::: Given entries :::

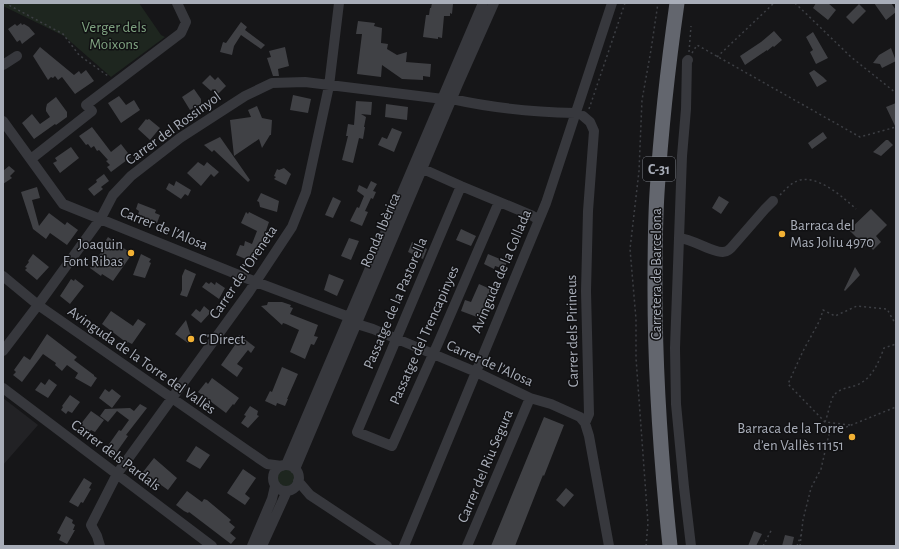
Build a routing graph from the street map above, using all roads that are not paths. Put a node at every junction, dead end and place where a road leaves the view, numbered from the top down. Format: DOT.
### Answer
graph roads {
  1 [pos="177,3"];
  2 [pos="339,3"];
  3 [pos="483,3"];
  4 [pos="494,3"];
  5 [pos="612,3"];
  6 [pos="677,3"];
  7 [pos="17,56"];
  8 [pos="688,60"];
  9 [pos="3,65"];
  10 [pos="329,86"];
  11 [pos="447,99"];
  12 [pos="582,114"];
  13 [pos="3,121"];
  14 [pos="31,159"];
  15 [pos="423,169"];
  16 [pos="462,186"];
  17 [pos="773,201"];
  18 [pos="498,202"];
  19 [pos="101,218"];
  20 [pos="539,220"];
  21 [pos="679,238"];
  22 [pos="3,276"];
  23 [pos="256,282"];
  24 [pos="38,305"];
  25 [pos="349,317"];
  26 [pos="357,324"];
  27 [pos="397,339"];
  28 [pos="3,351"];
  29 [pos="433,354"];
  30 [pos="476,372"];
  31 [pos="3,388"];
  32 [pos="530,398"];
  33 [pos="172,399"];
  34 [pos="585,423"];
  35 [pos="357,432"];
  36 [pos="267,464"];
  37 [pos="288,466"];
  38 [pos="117,474"];
  39 [pos="273,475"];
  40 [pos="298,481"];
  41 [pos="276,486"];
  42 [pos="288,491"];
  43 [pos="310,495"];
  44 [pos="100,546"];
  45 [pos="212,546"];
  46 [pos="252,546"];
  47 [pos="262,546"];
  48 [pos="387,546"];
  49 [pos="404,546"];
  50 [pos="466,546"];
  51 [pos="609,546"];
  52 [pos="670,546"];
  53 [pos="691,546"];
  1 -- 14 [label="street"];
  2 -- 10 [label="street, Carrer de l'Oreneta"];
  3 -- 11 [label="street, Ronda Ibèrica"];
  4 -- 11 [label="street, Ronda Ibèrica"];
  5 -- 12 [label="street, Avinguda de la Collada"];
  6 -- 52 [label="highway, Carretera de Barcelona / C-31"];
  7 -- 9 [label="street"];
  8 -- 21 [label="street"];
  10 -- 11 [label="street, Carrer del Rossinyol"];
  10 -- 19 [label="street, Carrer del Rossinyol"];
  10 -- 23 [label="street, Carrer de l'Oreneta"];
  11 -- 12 [label="street, Carrer del Rossinyol"];
  11 -- 15 [label="street, Ronda Ibèrica"];
  11 -- 25 [label="street, Ronda Ibèrica"];
  12 -- 20 [label="street, Avinguda de la Collada"];
  12 -- 34 [label="street, Carrer dels Pirineus"];
  13 -- 14 [label="street, Carrer de l'Alosa"];
  14 -- 19 [label="street, Carrer de l'Alosa"];
  15 -- 16 [label="street"];
  15 -- 26 [label="street, Ronda Ibèrica"];
  16 -- 18 [label="street"];
  16 -- 27 [label="street, Passatge de la Pastorella"];
  17 -- 21 [label="street"];
  18 -- 20 [label="street"];
  18 -- 29 [label="street, Passatge del Trencapinyes"];
  19 -- 23 [label="street, Carrer de l'Alosa"];
  19 -- 24 [label="street, Carrer del Rossinyol"];
  20 -- 30 [label="street, Avinguda de la Collada"];
  21 -- 53 [label="street"];
  22 -- 24 [label="street, Avinguda de la Torre del Vallès"];
  23 -- 25 [label="street, Carrer de l'Alosa"];
  23 -- 33 [label="street, Carrer de l'Oreneta"];
  24 -- 28 [label="street, Carrer del Rossinyol"];
  24 -- 33 [label="street, Avinguda de la Torre del Vallès"];
  25 -- 37 [label="street, Ronda Ibèrica"];
  26 -- 27 [label="street, Carrer de l'Alosa"];
  26 -- 37 [label="street, Ronda Ibèrica"];
  27 -- 29 [label="street, Carrer de l'Alosa"];
  27 -- 35 [label="street, Passatge de la Pastorella"];
  29 -- 30 [label="street, Carrer de l'Alosa"];
  29 -- 35 [label="street, Passatge del Trencapinyes"];
  30 -- 32 [label="street, Carrer de l'Alosa"];
  30 -- 49 [label="street, Avinguda de la Collada"];
  31 -- 38 [label="street, Carrer dels Pardals"];
  32 -- 34 [label="street, Carrer de l'Alosa"];
  32 -- 50 [label="street, Carrer del Riu Segura"];
  33 -- 36 [label="street, Avinguda de la Torre del Vallès"];
  33 -- 38 [label="street, Carrer de l'Oreneta"];
  34 -- 51 [label="street, Carrer dels Pirineus"];
  36 -- 37 [label="street, Avinguda de la Torre del Vallès"];
  36 -- 39 [label="street, Avinguda de la Torre del Vallès"];
  37 -- 39 [label="street, Ronda Ibèrica"];
  37 -- 40 [label="street"];
  38 -- 44 [label="street, Carrer de l'Oreneta"];
  38 -- 45 [label="street, Carrer dels Pardals"];
  39 -- 41 [label="street"];
  40 -- 42 [label="street"];
  40 -- 43 [label="street"];
  41 -- 42 [label="street"];
  41 -- 46 [label="street"];
  42 -- 43 [label="street"];
  42 -- 47 [label="street"];
  43 -- 48 [label="street"];
}
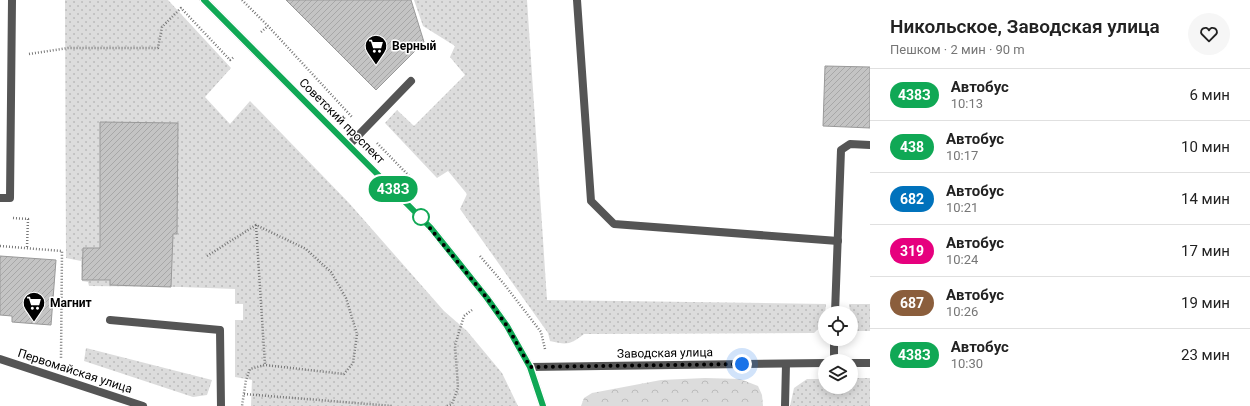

:::

### Your goal
Each line of the listing above that contains the word "Collada" is to be copied.

### Exercise solution
  5 -- 12 [label="street, Avinguda de la Collada"];
  12 -- 20 [label="street, Avinguda de la Collada"];
  20 -- 30 [label="street, Avinguda de la Collada"];
  30 -- 49 [label="street, Avinguda de la Collada"];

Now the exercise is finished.